Archive for October, 2009

New Book Added to Sci-Fi

Sunday, October 25th, 2009

I came across a new “old” book recently and have added it’s Google Books page to the Sci-Fi section of TCL. The book is by Frederick Spencer Oliver and was published originally in 1894. The Atlantean or Poseid language is featured in it. For more details:

Frederick Spencer Oliver
A Dweller on Two Planets or, The Dividing of the Way
[Atlantean or Poseid language]
This novel, first published in 1894, purports to be the biography of the author’s past live as an Atlantean names Phylos.


Friday, October 16th, 2009
I posted this as a Facebook status:

Eki kyudit ya hoan sanzonaz wera, cora, wa moci.
3rd-pl-go change-toward the leaves trees-gen yellow, red, and brown.
(The leaves of the trees are turning yellow, red, and brown.)

I was really unsure where to put the colors in the sentence because it felt a little weird to have the subject between the change-to verb and the things that are being changed to. 'Change' (to, from, or unspecified) is a motion verb in Nevashi, so I will have to meditate on exactly how it works with the "destination" part, and whether or not that part works differently depending on whether or not it is a noun or an adjective.

The vocabulary file is up to 297 entries. A lot of those words are related to one another, though. I am looking forward to generating a lot more useful words soon. (More in both quantity and quality.)

I made a few changes to the vocabulary file as well, adjusting the meaning of some words, and replacing 'fiosfis' with 'fiosa', still allowing 'fiosfis' as an alternate choice, along with a few other possibilities. (Fiosa, "house")

I will likely be posting the grammar as a web page soon. I just haven't decided where I will have it hosted and how I will present it. Most likely it will look just like the current document with a few changes and editing. I have more things to add to the grammar yet, but it is coming along a little at a time.

I have been working on yet another project, but it's not ready for public viewing of any sort yet. I guess I am experimenting with method at this point. This other project ('Ezedani' or 'Ezedan') is not as interesting as Teliya Nevashi, in terms of features, so far, but it has a different purpose, and I've learned a little bit about faster development through consistent use already. There's just not a lot of 'there' there yet. (That last sentence made me smile.)

New Movie Added to TCL

Tuesday, October 13th, 2009

From some recent posts on CONLANG-L and the LCS, a new movie with a conlang in it has surfaced and been posted at Films:

Youth Without Youth
Youth Without Youth
starring Tim Roth, directed by Francis Ford Coppola
[unnamed artificial language]
This film was based on the book by Mircea Eliade. To get more information about the artificial language (created by Dr. David Shulman) check out the official site under the “Languages” section of The Production.

‘To play’ in Âdlantki

Friday, October 2nd, 2009

I don’t know if it’s a function of free time, lack of attention span, or old age, but I’m finding it takes me disproportionate amounts of time to create words these days.  Of course my a posteriori conlanging methods are at the best of times somewhat haphazard. The process of determining:

šožvi, šož, žeki v. intrans. play

—took an hour. The first step, which I’ve found myself taking more often lately, is to pull out my Sanskrit-French dictionary file (Huet’s) for a suitable root; after that, I hunted, for some reason, for a correspondent to the root in my copy of IEED‘s Pokorny, failing; then ended up picking an entirely different root that appealed to me instead.
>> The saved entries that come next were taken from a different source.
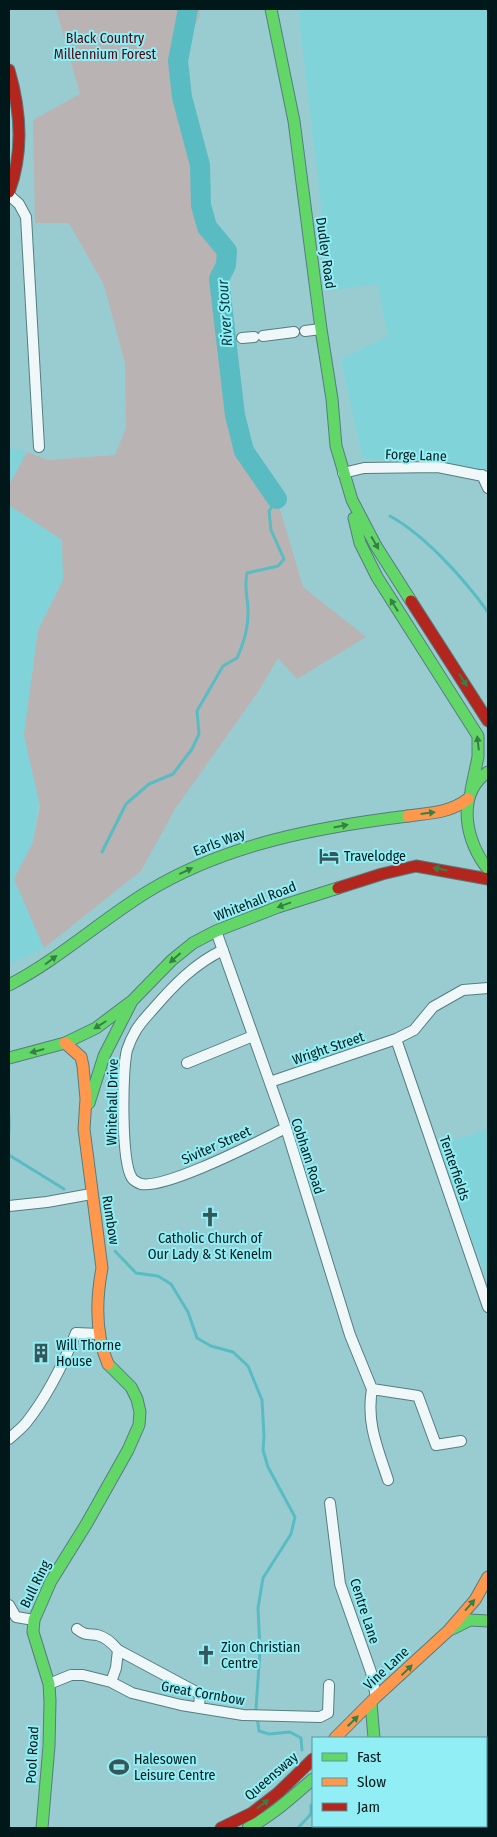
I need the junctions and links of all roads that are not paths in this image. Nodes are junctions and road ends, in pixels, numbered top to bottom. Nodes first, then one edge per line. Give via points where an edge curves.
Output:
1 (271, 9) edge
2 (9, 70) edge
3 (9, 194) edge
4 (321, 329) junction
5 (242, 338) dead end
6 (38, 447) dead end
7 (343, 473) junction
8 (485, 476) edge
9 (488, 488) edge
10 (352, 500) junction
11 (488, 721) edge
12 (488, 772) edge
13 (470, 795) junction
14 (488, 869) edge
15 (488, 879) edge
16 (216, 931) junction
17 (223, 950) junction
18 (9, 985) edge
19 (488, 988) edge
20 (132, 1001) junction
21 (253, 1036) junction
22 (396, 1039) junction
23 (64, 1043) junction
24 (9, 1058) edge
25 (187, 1063) dead end
26 (270, 1082) junction
27 (86, 1112) junction
28 (286, 1128) junction
29 (156, 1183) joint
30 (91, 1194) junction
31 (9, 1206) edge
32 (488, 1307) edge
33 (98, 1334) junction
34 (372, 1389) junction
35 (9, 1439) edge
36 (461, 1441) dead end
37 (388, 1480) dead end
38 (330, 1503) dead end
39 (98, 1504) joint
40 (488, 1577) edge
41 (9, 1605) edge
42 (12, 1620) edge
43 (34, 1620) junction
44 (488, 1621) edge
45 (77, 1629) dead end
46 (448, 1631) junction
47 (118, 1650) junction
48 (111, 1682) junction
49 (49, 1684) junction
50 (329, 1685) dead end
51 (373, 1700) junction
52 (199, 1708) junction
53 (336, 1737) edge
54 (374, 1737) edge
55 (312, 1760) edge
56 (312, 1780) edge
57 (42, 1828) edge
58 (221, 1828) edge
59 (248, 1828) edge

1 - 4 main road, Dudley Road via 294,121
2 - 3 main road via 18,114 19,147 15,179
3 - 6 street via 26,217
4 - 5 street
4 - 7 main road, Dudley Road via 336,446
7 - 8 street, Forge Lane via 364,468 438,467
7 - 10 main road, Dudley Road
8 - 9 street
10 -> 11 main road via 376,546
13 -> 10 main road via 478,762 478,736 372,569 355,530
12 - 13 main road, Earls Way
13 - 14 main road via 472,846
18 -> 13 main road, Earls Way via 43,966 112,913 150,890 228,853 295,834 442,812 456,808
15 -> 16 main road, Whitehall Road via 426,867 402,868 309,896
16 - 17 street, Cobham Road
16 -> 20 main road, Whitehall Road via 193,943 172,960
17 - 21 street, Cobham Road
17 - 29 street, Whitehall Drive via 204,959 177,982 135,1032 127,1050 124,1094 126,1162 132,1178 139,1184
19 - 22 street, Wright Street via 463,990 433,1007 414,1030
20 -> 23 main road, Whitehall Road via 96,1028
20 - 27 main road, Rumbow via 104,1056
21 - 25 street
21 - 26 street, Cobham Road
22 - 26 street, Wright Street
22 - 32 street, Tenterfields
23 -> 24 main road, Whitehall Road
23 - 27 main road, Rumbow via 81,1057
26 - 28 street, Cobham Road
27 - 30 main road, Rumbow via 84,1129
28 - 29 street, Siviter Street via 220,1160
28 - 34 street, Cobham Road via 350,1335
30 - 31 street
30 - 33 main road, Rumbow via 102,1268 98,1290
33 - 35 street via 76,1333 63,1363 26,1423
33 - 39 main road, Rumbow via 108,1364 130,1387 140,1412 139,1425 128,1450
34 - 36 street via 418,1396 436,1445
34 - 37 street via 370,1421
38 - 51 street, Centre Lane via 340,1584 371,1672
39 - 43 main road, Bull Ring via 51,1581
46 -> 40 main road via 475,1600
41 - 42 street
42 - 43 street
43 - 49 main road, Bull Ring via 33,1632
44 - 46 main road via 470,1620
45 - 47 street via 82,1634 99,1635
51 -> 46 main road, Vine Lane
47 - 48 street
47 - 52 street via 200,1694
48 - 49 street, Great Cornbow via 94,1676 71,1675
48 - 52 street, Great Cornbow via 132,1693
49 - 57 main road, Pool Road via 49,1746
50 - 52 street, Great Cornbow via 328,1714 320,1717 243,1715
53 -> 51 main road
51 - 54 main road, Vine Lane
58 -> 55 main road, Queensway via 252,1813
56 - 59 main road, Queensway via 279,1808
With a characteristically Kirumb stem formation applied to it, I got pseudo-PIE *gnd-, underlying Kirumb šojóm, and from there on to Âdlantki šožvi.

And then I discovered I don’t really have my Âdlantki verb laid out, so I couldn’t really do anything with it. It’s possible that the form I was deriving for would be (?)žeÅ‹t (off the stative stem) but I’m not entirely certain.

Contrast this with my a priori languages which are more along the lines of ‘push a button to generate a few roots… choose the best’ and it’s no wonder these languages have been languishing.  I’ll have to come up with a better workflow.